My personal experience with manic depression or bipolar disorder entangled with my childhood abuse and how they effect each other and my recovery
Wednesday, March 21, 2012
This is my worse part of the day. The morning has been full of ideas and creativity and accomplishments and then I crash. I am full of unstable emotions like a storm ready to erupt. Anger, sadness, doubts, fears are churning and stirring and I want to act on every one of them. I want to grab them and run with them because they are mine. Yes, for no other reason than they are mine. Doesn't matter that they are harmful or hurtful, it is my pain and hurt and no one has any claim to it. Yet, every time I seize them, they do just what they are suppose to do, they hurt me. It feels good for a while like slipping into a comfortable robe until the pain becomes so much I can't get the darn thing off. Every fiber now infused with my being and pumping through my veins. And it takes hours and hours to bleed that ugliness back out.
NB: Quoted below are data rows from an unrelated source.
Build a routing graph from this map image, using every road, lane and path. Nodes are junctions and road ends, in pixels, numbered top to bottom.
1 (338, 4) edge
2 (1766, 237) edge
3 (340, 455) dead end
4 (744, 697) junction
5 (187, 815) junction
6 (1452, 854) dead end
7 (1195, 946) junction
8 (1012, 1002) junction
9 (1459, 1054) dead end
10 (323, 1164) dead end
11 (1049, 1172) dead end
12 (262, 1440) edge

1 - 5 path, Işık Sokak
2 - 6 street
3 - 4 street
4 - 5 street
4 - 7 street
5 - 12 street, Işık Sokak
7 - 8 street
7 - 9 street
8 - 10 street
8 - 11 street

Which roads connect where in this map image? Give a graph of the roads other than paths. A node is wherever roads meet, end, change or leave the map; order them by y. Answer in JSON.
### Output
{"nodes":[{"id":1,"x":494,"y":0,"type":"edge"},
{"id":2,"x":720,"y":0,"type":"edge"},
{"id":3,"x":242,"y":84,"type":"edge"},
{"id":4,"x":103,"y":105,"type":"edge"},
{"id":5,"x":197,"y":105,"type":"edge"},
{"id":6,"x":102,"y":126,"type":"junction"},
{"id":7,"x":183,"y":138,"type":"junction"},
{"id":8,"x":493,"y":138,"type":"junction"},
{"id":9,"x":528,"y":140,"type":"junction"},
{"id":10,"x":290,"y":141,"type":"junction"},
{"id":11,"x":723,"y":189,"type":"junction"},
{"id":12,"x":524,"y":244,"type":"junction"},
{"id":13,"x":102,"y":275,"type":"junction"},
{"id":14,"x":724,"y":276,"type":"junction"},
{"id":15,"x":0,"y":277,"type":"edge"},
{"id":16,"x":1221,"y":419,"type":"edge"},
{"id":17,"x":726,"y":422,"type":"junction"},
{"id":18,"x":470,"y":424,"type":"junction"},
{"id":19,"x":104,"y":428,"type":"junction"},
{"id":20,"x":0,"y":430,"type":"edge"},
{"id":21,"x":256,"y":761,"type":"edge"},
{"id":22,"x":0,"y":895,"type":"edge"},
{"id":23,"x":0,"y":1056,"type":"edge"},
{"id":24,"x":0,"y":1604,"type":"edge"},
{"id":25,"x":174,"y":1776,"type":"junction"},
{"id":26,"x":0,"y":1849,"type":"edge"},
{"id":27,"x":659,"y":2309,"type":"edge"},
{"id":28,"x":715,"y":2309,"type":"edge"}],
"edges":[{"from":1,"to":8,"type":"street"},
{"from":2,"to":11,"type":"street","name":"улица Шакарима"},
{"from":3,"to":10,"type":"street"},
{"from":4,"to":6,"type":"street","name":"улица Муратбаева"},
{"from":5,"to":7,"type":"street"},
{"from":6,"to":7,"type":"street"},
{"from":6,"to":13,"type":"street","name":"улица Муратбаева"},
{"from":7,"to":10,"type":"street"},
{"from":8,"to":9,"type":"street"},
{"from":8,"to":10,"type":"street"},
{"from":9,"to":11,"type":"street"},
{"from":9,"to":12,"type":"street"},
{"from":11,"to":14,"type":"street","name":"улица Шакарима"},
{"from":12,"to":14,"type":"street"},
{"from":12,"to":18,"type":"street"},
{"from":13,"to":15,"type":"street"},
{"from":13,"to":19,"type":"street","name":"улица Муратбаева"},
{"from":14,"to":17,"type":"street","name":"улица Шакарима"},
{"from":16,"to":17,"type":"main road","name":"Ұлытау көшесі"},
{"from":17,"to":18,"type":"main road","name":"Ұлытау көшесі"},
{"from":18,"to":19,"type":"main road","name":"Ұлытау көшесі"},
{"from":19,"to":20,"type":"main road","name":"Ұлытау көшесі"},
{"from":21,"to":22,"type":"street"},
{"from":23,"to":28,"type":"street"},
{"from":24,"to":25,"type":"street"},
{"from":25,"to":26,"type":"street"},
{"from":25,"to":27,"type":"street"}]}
And the thought crosses my mind that I won't do that ever again. Besides I made it out alive, it wasn't so bad after all. As the evening ends and the morn begins this cycle again and I find myself at that mental fork in the road. It is so easy to say, I won't do that again until I am looking at that monster in the eye again and wavering. Why don't I know which way to go? And why do I want to take that bull by the horns and wrestle to the ground every day like I don't have a choice about it?
Well, I did something different with that red and black swirl in the pit of my stomach, this post. Where it takes me from here I don't know, but I just broke the first point of impact. One step, one difference, one link of the chain that is breaking forever more.